I collect images that either amuse or inspire me. Sometimes they remind me of things I have written on or thought about--almost like proof of collective consciousness -- and other times, they appear before me to ask that I consider them. Such is this lovely and haunting image that crossed my path in an unrelated google search. How could I not stop and stare? She comes from a fragment of a much larger 17th century Dutch painting, a work that at some time in its past was torn apart, and on which her face still bears the golden scars of the knife. (She is currently in the Ashmolean Museum in Oxford.)
It is hard not to want to write her story, perhaps as a way of resolving the contradictions of her situation of beauty and violence. She is like one of those figures in a family portrait, the soon-to-be-wed daughter, standing on the edge of assembled aristocratic family members, the parents in the center, the very young in front with their small dogs. She seems at first fragile, her soft hair, uncoifed but lightly held in place with thin black ribbons around the heart-shaped face. But the strand of pearls at her neck, the heavy gold earring at her cheek suggest adult adornments, the signs of her wealth and potential as a bride. Her mouth is small, a hesitant smile above the narrow point of her chin. Yet, it is those eyes that stop the viewer. They stare back, watching you, watching the painter with interest as he watches her appear on the canvas. Wary, but curious.

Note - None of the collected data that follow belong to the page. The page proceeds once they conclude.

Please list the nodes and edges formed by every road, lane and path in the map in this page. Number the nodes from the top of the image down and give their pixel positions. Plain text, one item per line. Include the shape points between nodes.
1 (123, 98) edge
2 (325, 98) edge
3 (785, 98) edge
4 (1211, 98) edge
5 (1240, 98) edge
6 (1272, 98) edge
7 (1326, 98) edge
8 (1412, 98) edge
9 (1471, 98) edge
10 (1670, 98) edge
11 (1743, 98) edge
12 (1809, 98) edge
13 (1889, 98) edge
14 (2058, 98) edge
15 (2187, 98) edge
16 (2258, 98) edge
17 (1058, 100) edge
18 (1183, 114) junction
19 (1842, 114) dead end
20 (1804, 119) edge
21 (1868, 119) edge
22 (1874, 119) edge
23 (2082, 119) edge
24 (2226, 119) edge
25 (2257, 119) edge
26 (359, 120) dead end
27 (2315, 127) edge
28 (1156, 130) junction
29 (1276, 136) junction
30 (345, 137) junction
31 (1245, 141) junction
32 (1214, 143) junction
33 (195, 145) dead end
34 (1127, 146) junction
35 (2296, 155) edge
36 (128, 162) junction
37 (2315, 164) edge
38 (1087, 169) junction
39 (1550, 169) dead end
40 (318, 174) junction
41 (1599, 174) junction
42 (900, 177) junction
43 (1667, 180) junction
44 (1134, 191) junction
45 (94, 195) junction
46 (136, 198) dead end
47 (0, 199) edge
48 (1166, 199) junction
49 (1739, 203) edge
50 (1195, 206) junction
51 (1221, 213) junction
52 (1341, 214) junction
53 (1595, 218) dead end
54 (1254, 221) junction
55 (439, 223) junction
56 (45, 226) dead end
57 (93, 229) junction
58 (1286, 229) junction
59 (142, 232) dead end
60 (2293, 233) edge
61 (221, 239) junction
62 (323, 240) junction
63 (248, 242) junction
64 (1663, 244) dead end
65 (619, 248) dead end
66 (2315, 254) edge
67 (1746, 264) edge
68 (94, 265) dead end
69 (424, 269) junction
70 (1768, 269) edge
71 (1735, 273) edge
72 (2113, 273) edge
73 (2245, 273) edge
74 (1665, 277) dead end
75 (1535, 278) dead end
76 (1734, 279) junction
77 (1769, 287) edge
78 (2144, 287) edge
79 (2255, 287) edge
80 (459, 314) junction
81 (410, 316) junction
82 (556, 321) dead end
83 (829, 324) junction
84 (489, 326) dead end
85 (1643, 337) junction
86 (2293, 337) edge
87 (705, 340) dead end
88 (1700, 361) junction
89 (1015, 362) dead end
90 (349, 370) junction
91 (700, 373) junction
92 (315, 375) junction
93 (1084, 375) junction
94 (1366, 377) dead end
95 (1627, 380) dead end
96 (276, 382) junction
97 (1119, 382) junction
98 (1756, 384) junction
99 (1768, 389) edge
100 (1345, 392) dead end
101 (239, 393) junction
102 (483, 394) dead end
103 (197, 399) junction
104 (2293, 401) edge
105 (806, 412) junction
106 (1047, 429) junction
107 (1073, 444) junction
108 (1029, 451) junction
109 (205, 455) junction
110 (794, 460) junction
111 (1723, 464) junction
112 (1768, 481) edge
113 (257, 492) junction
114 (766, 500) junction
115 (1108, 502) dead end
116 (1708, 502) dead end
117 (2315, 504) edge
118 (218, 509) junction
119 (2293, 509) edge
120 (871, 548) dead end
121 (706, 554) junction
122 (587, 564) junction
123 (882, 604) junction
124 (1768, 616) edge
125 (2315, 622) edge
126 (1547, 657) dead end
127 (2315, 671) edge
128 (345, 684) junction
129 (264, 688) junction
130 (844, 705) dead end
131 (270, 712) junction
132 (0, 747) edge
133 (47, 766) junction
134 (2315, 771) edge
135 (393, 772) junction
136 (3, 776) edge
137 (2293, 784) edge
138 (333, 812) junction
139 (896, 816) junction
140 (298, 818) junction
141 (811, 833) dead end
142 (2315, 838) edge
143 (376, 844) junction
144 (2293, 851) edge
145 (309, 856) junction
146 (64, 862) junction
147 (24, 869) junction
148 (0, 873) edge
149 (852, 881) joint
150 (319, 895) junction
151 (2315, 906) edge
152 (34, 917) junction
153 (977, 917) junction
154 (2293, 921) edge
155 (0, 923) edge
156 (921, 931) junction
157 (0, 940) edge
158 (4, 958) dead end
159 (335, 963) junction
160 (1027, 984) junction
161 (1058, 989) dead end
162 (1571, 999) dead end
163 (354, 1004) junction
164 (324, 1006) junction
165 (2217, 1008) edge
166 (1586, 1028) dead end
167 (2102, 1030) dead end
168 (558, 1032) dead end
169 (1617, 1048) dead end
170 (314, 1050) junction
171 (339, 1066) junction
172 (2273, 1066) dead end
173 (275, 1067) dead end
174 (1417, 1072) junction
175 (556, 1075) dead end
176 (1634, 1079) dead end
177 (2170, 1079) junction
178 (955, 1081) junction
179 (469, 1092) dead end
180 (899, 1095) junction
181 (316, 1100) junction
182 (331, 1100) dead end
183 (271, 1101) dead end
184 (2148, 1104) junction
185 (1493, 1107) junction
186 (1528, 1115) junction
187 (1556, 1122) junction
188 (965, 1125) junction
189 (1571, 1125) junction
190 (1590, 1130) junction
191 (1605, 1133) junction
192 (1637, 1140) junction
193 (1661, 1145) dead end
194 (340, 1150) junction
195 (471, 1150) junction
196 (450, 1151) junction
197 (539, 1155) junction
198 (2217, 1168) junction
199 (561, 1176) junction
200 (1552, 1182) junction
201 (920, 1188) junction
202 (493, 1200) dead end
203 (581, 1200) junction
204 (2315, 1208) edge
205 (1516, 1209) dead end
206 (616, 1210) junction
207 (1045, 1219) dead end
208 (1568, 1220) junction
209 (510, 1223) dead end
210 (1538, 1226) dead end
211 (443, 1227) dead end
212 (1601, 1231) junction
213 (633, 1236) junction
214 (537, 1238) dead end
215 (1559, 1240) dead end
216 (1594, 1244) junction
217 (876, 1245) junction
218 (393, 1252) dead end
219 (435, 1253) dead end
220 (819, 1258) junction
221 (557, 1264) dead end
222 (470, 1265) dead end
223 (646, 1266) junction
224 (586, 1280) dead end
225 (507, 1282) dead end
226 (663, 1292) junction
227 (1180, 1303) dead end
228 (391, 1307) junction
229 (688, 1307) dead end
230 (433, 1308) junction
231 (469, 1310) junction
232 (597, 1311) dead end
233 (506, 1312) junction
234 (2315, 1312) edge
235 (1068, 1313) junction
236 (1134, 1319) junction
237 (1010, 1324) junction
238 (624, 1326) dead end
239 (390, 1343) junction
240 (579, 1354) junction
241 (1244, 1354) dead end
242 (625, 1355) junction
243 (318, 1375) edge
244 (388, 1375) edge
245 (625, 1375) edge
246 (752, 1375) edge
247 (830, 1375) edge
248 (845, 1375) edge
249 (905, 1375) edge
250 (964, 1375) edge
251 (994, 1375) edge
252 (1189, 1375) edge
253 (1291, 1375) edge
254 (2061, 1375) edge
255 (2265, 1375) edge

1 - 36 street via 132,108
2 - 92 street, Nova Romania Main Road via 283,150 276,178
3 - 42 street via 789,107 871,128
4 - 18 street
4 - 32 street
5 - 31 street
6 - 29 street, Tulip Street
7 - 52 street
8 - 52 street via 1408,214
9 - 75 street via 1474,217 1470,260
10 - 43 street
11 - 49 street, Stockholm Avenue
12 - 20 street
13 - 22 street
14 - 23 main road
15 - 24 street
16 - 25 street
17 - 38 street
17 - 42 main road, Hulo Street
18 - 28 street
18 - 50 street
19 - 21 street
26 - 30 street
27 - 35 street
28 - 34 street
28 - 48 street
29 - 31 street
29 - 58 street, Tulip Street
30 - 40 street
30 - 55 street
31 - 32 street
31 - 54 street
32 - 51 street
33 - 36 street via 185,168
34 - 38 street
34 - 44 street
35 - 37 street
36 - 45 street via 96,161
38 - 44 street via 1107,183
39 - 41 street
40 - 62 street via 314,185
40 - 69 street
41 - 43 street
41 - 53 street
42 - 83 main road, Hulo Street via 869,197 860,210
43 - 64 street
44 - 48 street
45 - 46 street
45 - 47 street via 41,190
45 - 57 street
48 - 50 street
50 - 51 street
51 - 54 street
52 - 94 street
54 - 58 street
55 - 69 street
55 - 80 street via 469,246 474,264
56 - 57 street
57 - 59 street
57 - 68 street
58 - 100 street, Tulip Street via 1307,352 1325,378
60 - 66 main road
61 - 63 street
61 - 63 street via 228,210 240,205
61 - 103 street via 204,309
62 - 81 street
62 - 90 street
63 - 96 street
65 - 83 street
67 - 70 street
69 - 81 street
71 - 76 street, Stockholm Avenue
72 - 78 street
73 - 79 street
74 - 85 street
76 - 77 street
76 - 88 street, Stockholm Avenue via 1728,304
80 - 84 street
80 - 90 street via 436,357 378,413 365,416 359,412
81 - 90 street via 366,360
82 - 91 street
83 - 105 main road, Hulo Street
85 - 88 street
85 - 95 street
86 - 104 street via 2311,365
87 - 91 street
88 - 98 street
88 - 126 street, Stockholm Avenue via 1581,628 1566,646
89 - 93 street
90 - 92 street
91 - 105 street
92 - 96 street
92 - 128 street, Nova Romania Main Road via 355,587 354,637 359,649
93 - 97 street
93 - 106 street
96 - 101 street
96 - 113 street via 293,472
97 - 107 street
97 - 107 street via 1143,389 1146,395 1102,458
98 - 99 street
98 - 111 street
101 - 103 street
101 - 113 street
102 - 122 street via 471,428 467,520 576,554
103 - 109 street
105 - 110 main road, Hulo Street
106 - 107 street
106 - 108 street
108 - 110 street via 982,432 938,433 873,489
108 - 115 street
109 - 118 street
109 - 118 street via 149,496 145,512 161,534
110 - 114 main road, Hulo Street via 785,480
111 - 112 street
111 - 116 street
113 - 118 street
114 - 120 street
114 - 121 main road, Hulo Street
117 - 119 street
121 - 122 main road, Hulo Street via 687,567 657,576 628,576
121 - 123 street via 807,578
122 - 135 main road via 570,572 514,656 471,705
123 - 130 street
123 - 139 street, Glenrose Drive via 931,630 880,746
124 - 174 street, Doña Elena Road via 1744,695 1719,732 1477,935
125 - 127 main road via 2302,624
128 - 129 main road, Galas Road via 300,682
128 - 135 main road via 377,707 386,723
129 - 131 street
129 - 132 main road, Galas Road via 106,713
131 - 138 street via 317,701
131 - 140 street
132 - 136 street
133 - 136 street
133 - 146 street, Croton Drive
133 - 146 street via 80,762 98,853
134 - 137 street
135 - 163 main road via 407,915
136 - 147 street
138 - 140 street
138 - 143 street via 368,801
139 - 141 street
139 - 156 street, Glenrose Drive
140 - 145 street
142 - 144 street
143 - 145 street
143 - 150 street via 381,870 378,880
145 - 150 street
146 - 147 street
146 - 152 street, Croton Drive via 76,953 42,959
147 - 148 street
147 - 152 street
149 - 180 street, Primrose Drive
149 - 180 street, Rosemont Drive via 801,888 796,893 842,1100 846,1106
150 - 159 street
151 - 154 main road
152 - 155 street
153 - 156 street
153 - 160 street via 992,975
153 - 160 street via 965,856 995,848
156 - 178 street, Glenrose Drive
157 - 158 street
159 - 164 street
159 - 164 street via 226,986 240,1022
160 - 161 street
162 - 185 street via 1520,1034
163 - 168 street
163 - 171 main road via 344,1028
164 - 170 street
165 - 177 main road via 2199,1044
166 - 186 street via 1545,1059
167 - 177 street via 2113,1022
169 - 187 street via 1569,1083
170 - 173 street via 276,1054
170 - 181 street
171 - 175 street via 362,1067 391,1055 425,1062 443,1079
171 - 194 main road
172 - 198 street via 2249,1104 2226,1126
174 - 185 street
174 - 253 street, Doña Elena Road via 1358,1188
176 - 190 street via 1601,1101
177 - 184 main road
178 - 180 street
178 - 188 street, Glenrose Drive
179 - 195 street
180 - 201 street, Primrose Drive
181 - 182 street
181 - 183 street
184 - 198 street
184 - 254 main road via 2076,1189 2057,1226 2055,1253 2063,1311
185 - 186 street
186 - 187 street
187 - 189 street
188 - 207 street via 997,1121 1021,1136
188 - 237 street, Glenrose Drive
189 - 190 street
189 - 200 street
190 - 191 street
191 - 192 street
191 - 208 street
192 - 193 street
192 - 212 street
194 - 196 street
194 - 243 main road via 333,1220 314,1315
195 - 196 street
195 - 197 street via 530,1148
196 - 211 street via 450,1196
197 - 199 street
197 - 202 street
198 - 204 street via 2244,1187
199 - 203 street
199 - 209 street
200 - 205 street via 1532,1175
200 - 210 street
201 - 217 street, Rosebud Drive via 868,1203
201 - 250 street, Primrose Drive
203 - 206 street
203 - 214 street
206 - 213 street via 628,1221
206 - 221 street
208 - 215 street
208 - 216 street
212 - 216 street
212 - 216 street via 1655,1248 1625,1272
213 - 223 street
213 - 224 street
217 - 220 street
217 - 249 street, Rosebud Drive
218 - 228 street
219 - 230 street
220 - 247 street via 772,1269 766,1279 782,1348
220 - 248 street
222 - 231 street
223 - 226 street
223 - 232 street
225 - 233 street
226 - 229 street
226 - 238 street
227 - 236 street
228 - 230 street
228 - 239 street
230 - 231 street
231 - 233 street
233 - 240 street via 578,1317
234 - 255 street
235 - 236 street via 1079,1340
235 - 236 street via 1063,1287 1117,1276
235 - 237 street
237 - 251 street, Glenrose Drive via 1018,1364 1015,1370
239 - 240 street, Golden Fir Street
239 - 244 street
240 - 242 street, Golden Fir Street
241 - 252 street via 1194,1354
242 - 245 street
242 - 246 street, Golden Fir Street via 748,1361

And over that, the thin lines of golden scars from the knife that cut her out from the painting. Vandals who attack art often do so as though the art itself was a person, someone who threatened or engraged them. They attack the face, the eyes, and the body with axes and knives, trying to destroy something in the expression of the art which both terrifies and infuriates them. On this young almost-woman's face they score her high forehead as if to deny her thought, those intelligent eyes as if to refuse the penetrating gaze, the soft edge of her mouth as if to reject her voice. But because none of the cuts completely obliterate her features, as if even the attacker in his fury was humbled by the strength of her portrait, she appears now doubly resilent.